Wednesday, July 15, 2009

Is crazy traffic crazy?

If you drive along a typical urban street in India, you will get the impression of total chaos. Cars zip along, while pedestrians dodge their way thru traffic, bullock carts or hand carts amble along, there is the odd truck/car broken down and being repaired....could be in any lane, and two wheelers dart in and out of the flow with suicidal verve. There is no discernible adherence to lanes or traffic rules. You could see a vehicle coming in the opposite direction down a one way street in heavy traffic to avoid taking the long way around. There may even be the occasional cow, just standing there, ruminating.

Utter disorder? Chaos? Think again. It is actually a much higher level of complexity than you would find in the West, where you have obvious order because of uni-directional flow of motorised vehicles, with pretty uniform velocity, at least in each lane. People only cross when the traffic stops. No animals. In India, on the other hand, you have multi-directional flow, with a mix of motorised and animal (including humans) drawn carts, people, animals, going in many directions. And yet it works. Create these conditions in London and the traffic would stop or you would get multiple horrific accidents. Why? Because people there are trained to handle very low levels of complexity, whereas driving in India requires the ability to deal with much greater complexity. This complexity actually represents a higher level of order - multi-dimensional compared to the near uni-dimensional conditions in the West. It is a bit like going from two dimensions to three. The greater complexity of irregular three dimensional bodies is far greater than anything you can draw in two dimensions. Add a dimension, and you go from a flat plane to the whole unfathomable universe.

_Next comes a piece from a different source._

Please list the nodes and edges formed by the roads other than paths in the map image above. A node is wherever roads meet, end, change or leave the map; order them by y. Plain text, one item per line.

The point I am making is not the superiority of Indian drivers - far from it. The point is that maybe the whole concept of entropy as disorder is wrong. Maybe entropy represents the highest form of order - multidimensional, unyielding to our models. Brownian motion (like a cloud of dust in which particles of dust are moving apparently randomly, banging into each other) isnt disorder, it is just the movement of particles which are being knocked about by each other, and the position of each particle and its velocity can be determined by its history - ideally going back all the way to the big bang. Pure determinism. And, by studying all the particles in terms of size, velocity, direction elasticity and changing environmental conditions, you could predict their future course precisely, if you could create a sufficiently powerful model.

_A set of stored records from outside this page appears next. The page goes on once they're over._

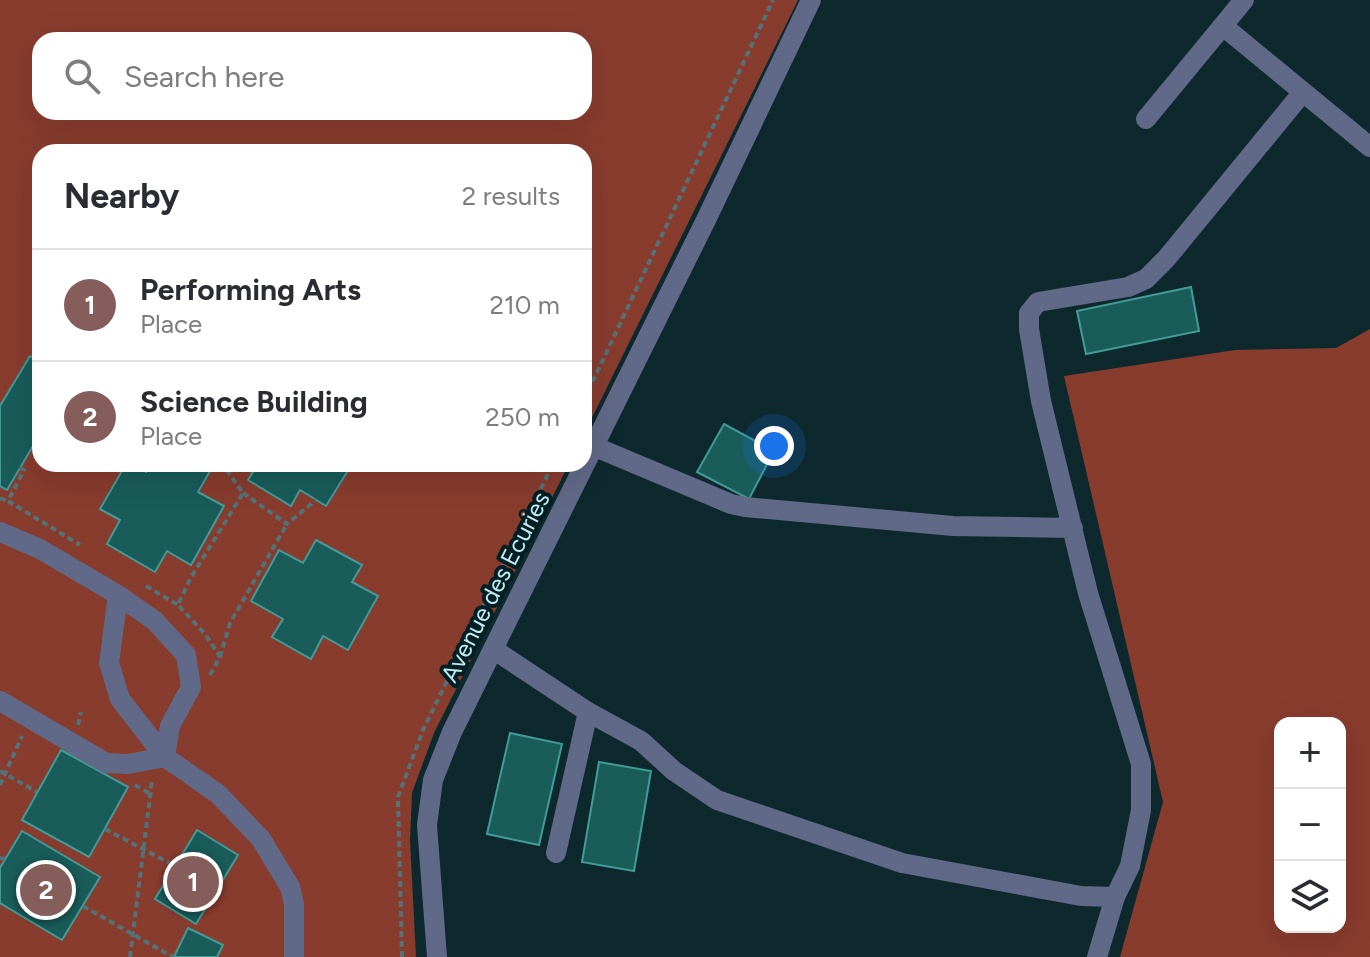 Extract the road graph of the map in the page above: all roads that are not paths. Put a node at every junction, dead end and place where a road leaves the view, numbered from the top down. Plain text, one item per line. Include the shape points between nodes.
1 (811, 0) edge
2 (1244, 0) edge
3 (1223, 26) junction
4 (1303, 92) junction
5 (1146, 119) dead end
6 (1370, 147) edge
7 (593, 446) joint
8 (580, 472) edge
9 (1073, 528) junction
10 (0, 532) edge
11 (118, 595) junction
12 (493, 649) junction
13 (0, 701) edge
14 (588, 712) junction
15 (165, 757) junction
16 (556, 853) dead end
17 (1115, 897) junction
18 (294, 957) edge
19 (437, 957) edge
20 (1097, 957) edge

1 - 7 street, Avenue des Ecuries
2 - 3 street
3 - 4 street
3 - 5 street
4 - 6 street
4 - 9 street via 1146,279 1128,287 1038,302 1029,313 1041,401
7 - 9 street via 745,507 953,526
8 - 12 street, Avenue des Ecuries
9 - 17 street via 1141,764 1141,810 1133,852
10 - 11 street
11 - 15 street via 109,663 120,699
11 - 15 street via 155,621 186,655 191,687 170,726
12 - 14 street
12 - 19 street, Avenue des Ecuries via 433,780 427,825
13 - 15 street via 106,763
14 - 16 street
14 - 17 street via 641,741 717,800 902,863 1081,896
15 - 18 street via 218,794 263,842 290,887
17 - 20 street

Actually, the whole concept of entropy, as being a measure of disorder, and contributing to stability of systems is totally opposed to everything which you see around you. Evolution takes you from the simple and the undifferentiated to greater complexity. And things are getting more stable, and will continue to get more stable. The conditions in the big bang were unstable. The current functioning of the universe seems far more stable, though immeasurably more complex. Our solar system has been going for a few billion years and will continue to do so for a few billion more.

So, maybe thermodynamics has got the concept of entropy all wrong. Maybe entropy is actually a measure of unfathomable complexity, not disorder.

If greater complexity were less stable, then time should actually run in reverse from a highly evolved, highly differentiated world back to the primordial undifferentiated soup of the big bang. But wait....isnt that what will happen eventually? Wont the end of time see all stars cool to a level where they collapse in, form a black hole which sucks in their planets, so that eventually there are enough black holes that will coalesce together to form one huge, unstable black hole which will explode.....the next big bang? Maybe we are going crazily up and down from one big bang to another. Up the slow curve of increasing complexity and stability, and then down the steep curve of decreasing complexity, increasing instability, things dying out, and finally collapsing into uniformity. Then, after 'pralaya', as in the vedas, the whole cycle begins again with a bang. Om shanti shanti.

But for now, entropy will continue to represent huge complexity, not disorder. And all the madness of traffic in Delhi actually represents needless, mindless complexity, not disorder.